Take each line from the entries that holds "School" and copy it out.

Stored items:
+ + + + + + +

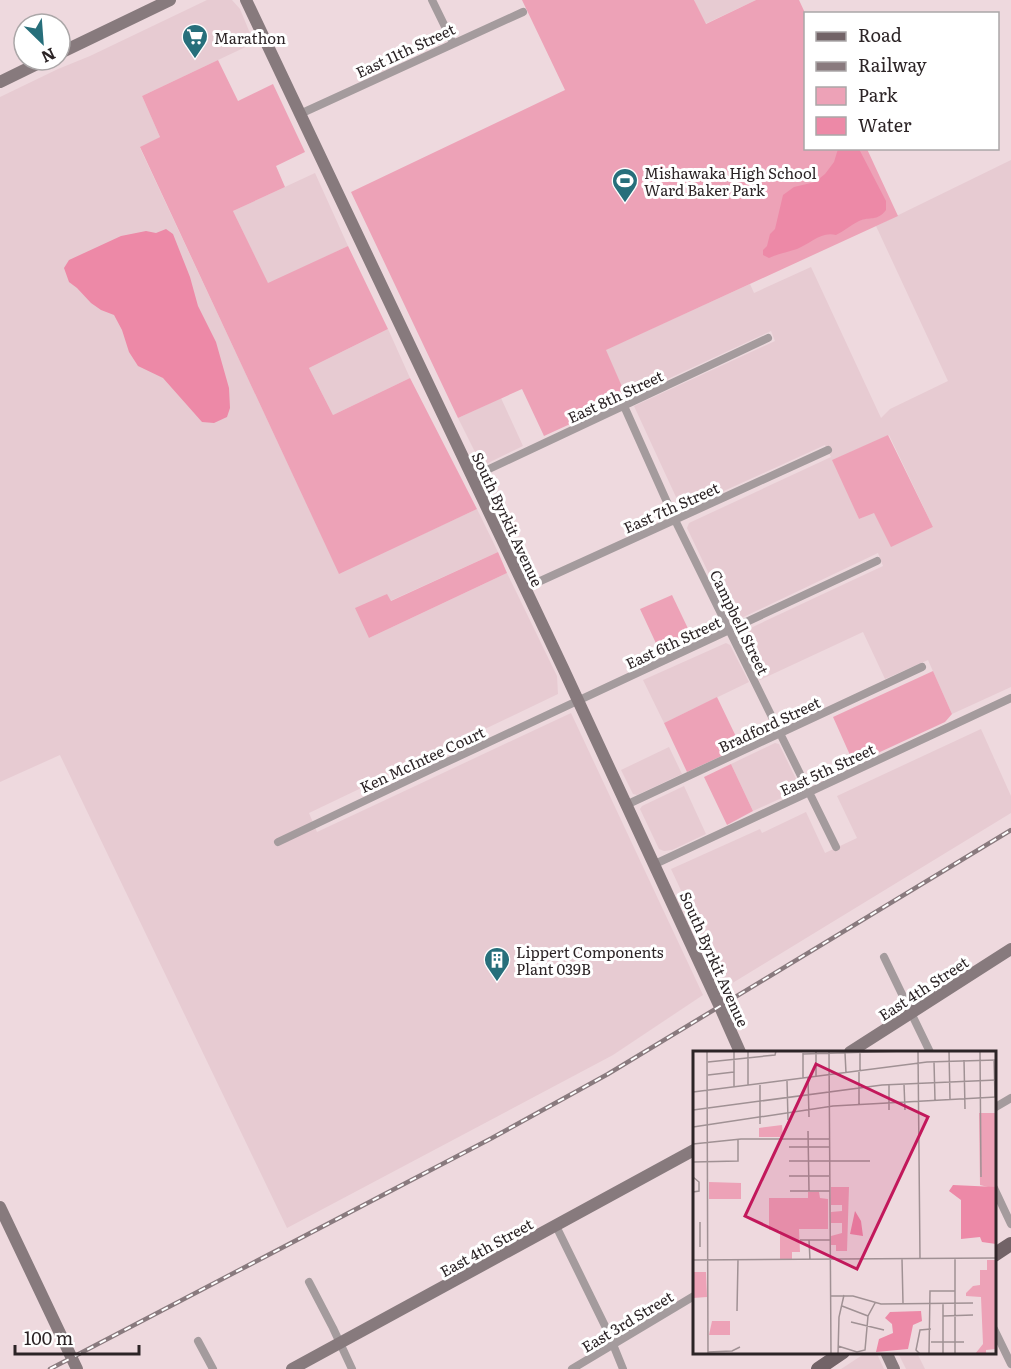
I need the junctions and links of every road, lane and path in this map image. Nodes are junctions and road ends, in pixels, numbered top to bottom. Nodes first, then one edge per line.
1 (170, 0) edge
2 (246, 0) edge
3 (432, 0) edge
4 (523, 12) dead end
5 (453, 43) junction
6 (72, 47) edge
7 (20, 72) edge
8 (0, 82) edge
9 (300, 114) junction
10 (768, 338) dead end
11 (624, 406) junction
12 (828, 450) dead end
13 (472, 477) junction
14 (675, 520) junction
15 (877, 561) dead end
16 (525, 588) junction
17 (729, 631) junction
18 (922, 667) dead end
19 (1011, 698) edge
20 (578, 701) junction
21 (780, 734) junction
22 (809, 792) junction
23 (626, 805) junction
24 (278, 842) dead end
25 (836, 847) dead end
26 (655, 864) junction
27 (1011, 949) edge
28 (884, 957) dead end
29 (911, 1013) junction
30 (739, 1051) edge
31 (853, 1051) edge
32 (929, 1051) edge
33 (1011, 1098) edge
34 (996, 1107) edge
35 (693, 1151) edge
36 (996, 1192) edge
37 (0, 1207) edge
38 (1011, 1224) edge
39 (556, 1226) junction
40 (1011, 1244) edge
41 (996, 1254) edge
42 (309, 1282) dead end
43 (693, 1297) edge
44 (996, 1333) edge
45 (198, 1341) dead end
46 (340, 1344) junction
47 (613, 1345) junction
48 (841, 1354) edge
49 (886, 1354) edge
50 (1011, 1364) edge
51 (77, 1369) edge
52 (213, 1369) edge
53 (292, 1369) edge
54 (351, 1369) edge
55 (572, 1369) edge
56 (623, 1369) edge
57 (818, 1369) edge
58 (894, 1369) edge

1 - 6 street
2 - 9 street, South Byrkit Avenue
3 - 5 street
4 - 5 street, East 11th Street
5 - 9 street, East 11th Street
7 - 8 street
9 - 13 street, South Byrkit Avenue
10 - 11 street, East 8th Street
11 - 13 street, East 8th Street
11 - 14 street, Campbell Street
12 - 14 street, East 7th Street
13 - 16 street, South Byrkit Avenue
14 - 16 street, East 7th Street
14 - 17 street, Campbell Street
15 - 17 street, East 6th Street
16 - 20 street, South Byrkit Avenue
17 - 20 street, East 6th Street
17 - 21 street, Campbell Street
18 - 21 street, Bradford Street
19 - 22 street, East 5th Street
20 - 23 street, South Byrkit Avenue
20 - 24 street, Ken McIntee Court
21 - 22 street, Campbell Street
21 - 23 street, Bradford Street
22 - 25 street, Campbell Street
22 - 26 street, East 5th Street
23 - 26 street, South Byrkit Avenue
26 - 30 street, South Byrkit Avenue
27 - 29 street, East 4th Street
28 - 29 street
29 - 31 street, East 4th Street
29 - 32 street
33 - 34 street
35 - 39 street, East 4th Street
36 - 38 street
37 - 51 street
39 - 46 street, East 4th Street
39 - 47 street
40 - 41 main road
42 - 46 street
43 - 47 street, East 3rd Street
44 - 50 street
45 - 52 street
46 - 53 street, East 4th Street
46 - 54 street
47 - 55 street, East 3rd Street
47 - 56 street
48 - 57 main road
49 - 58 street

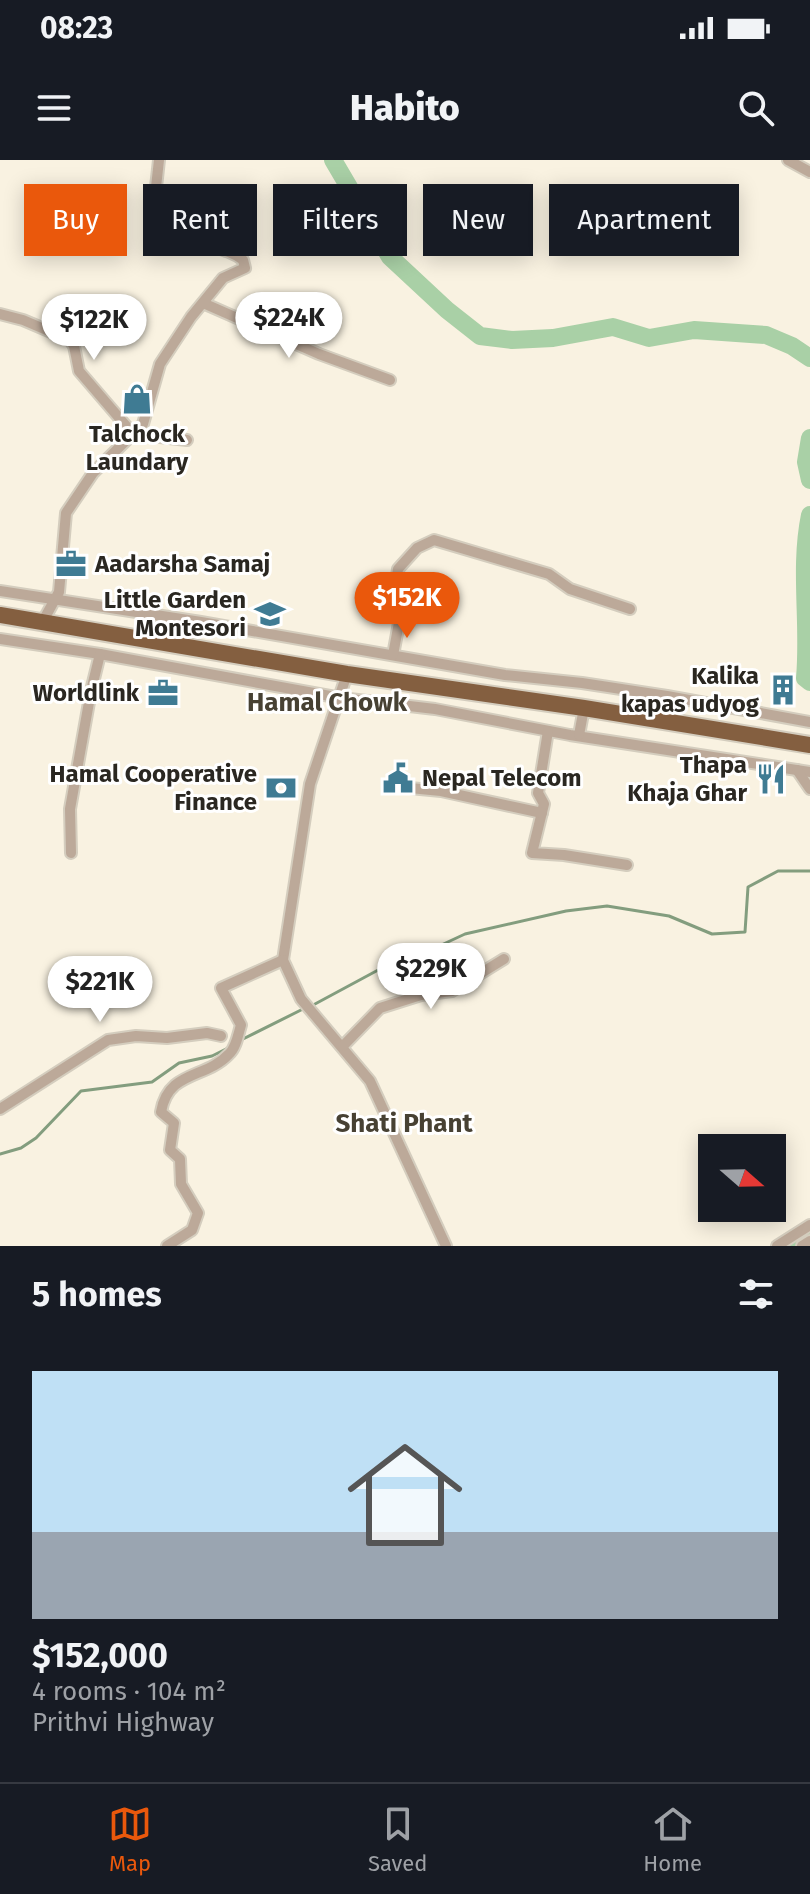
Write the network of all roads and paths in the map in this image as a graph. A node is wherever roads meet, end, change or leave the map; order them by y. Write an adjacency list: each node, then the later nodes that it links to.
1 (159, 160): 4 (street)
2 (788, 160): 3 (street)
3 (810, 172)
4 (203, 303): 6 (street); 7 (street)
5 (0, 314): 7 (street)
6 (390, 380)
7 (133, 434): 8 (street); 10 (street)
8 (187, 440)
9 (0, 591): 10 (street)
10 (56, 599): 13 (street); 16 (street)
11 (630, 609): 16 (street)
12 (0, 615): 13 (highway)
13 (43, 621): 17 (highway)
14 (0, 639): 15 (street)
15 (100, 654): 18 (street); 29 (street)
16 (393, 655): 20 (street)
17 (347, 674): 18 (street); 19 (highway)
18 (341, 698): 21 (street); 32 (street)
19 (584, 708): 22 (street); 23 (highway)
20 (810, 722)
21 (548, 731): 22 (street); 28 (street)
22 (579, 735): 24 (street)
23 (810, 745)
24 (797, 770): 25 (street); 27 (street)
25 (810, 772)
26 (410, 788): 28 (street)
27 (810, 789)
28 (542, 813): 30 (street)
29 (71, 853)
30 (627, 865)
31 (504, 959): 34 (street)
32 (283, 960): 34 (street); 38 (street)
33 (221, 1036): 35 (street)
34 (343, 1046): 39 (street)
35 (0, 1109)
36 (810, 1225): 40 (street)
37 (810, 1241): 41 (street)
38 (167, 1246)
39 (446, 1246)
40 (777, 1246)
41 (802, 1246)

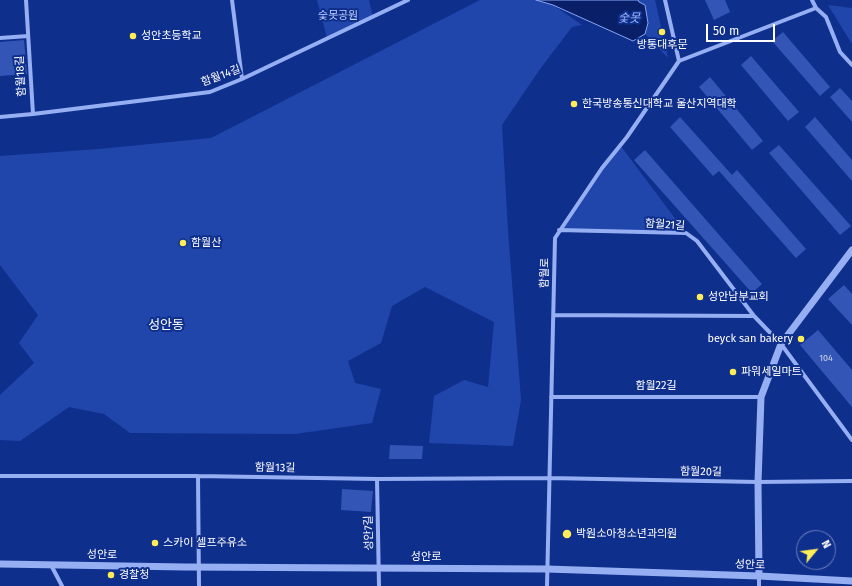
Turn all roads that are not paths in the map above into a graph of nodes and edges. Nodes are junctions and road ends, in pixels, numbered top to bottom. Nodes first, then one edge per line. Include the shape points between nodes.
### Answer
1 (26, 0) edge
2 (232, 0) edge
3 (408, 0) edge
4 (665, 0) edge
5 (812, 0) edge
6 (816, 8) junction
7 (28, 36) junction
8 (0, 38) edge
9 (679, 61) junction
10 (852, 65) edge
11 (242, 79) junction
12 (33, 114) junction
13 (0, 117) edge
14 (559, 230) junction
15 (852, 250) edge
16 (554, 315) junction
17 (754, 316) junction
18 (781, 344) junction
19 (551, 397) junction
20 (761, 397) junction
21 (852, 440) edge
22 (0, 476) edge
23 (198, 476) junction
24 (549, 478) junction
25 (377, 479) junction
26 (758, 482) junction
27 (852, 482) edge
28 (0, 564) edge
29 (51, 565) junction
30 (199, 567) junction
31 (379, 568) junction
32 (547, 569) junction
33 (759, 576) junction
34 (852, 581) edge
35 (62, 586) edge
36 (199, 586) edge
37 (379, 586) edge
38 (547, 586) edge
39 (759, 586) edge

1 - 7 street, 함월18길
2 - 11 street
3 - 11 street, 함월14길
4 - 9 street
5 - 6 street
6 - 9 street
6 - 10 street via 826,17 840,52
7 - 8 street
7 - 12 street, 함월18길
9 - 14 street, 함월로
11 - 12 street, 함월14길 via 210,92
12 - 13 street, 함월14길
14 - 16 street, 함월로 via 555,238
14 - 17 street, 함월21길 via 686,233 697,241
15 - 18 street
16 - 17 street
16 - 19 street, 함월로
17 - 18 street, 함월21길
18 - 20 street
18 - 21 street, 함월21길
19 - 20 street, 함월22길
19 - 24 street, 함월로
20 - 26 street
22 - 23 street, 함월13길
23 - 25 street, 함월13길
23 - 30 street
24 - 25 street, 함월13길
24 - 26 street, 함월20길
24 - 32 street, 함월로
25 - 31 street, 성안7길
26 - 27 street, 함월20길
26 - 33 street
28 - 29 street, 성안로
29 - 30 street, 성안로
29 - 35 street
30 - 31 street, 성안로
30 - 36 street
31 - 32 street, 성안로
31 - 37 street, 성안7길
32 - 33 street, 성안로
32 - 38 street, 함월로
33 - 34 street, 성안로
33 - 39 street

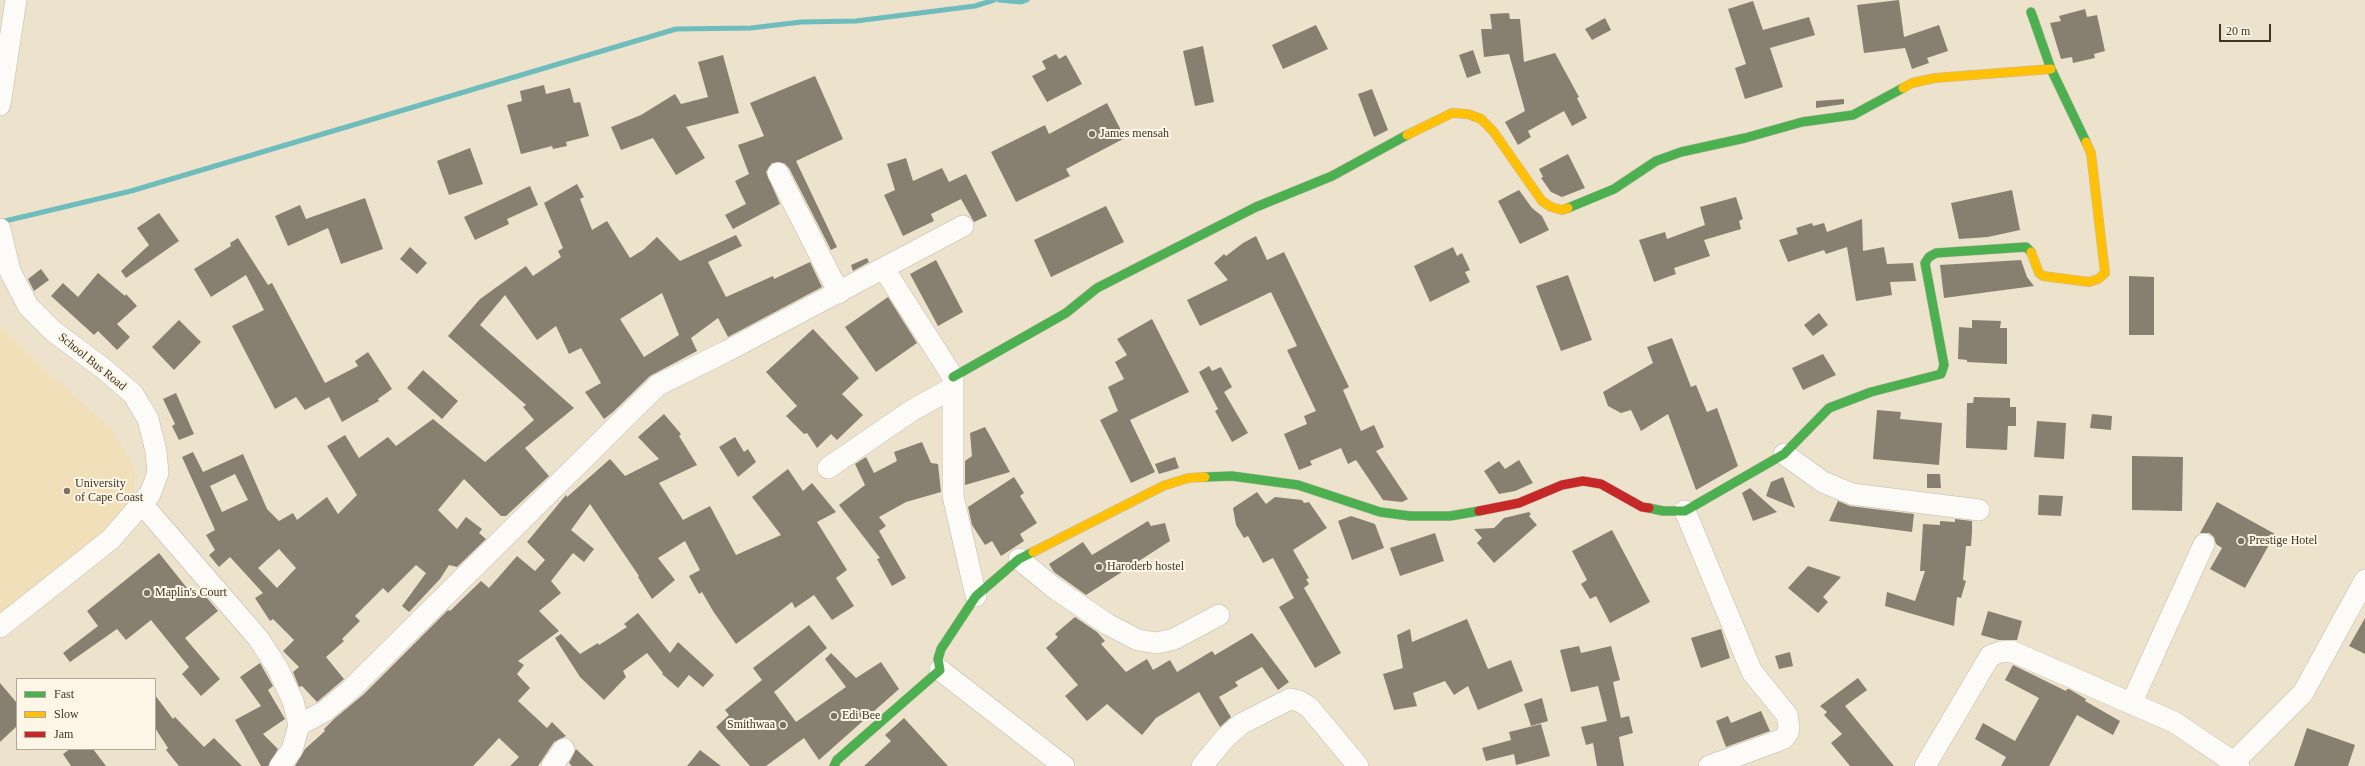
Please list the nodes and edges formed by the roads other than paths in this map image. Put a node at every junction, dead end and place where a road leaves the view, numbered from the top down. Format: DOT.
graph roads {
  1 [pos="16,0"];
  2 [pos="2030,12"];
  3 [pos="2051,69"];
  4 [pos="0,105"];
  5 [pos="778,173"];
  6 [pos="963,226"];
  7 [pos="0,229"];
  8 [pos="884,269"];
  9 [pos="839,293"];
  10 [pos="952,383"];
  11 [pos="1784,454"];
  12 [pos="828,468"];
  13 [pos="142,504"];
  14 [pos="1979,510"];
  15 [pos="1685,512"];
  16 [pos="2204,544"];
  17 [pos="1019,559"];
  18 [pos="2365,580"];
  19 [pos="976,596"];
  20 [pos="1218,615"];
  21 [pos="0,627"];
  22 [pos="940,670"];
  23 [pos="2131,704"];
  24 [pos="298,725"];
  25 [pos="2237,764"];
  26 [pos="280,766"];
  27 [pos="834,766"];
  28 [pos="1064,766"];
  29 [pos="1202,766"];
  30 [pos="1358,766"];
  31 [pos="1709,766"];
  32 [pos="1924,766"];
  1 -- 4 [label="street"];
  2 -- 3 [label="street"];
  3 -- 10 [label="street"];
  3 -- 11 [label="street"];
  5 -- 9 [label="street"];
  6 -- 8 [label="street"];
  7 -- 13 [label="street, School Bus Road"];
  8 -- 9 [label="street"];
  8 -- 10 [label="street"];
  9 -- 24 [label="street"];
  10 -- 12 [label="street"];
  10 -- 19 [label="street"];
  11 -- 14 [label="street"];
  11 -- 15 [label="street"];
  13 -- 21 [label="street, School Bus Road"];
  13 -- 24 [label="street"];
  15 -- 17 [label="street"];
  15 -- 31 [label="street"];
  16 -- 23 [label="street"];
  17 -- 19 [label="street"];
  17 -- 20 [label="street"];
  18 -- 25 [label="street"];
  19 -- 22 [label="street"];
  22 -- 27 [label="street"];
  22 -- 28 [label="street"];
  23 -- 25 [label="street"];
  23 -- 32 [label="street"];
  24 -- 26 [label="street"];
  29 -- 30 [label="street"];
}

+ + + + + + +

# [WRITTEN RESPONSE]
  7 -- 13 [label="street, School Bus Road"];
  13 -- 21 [label="street, School Bus Road"];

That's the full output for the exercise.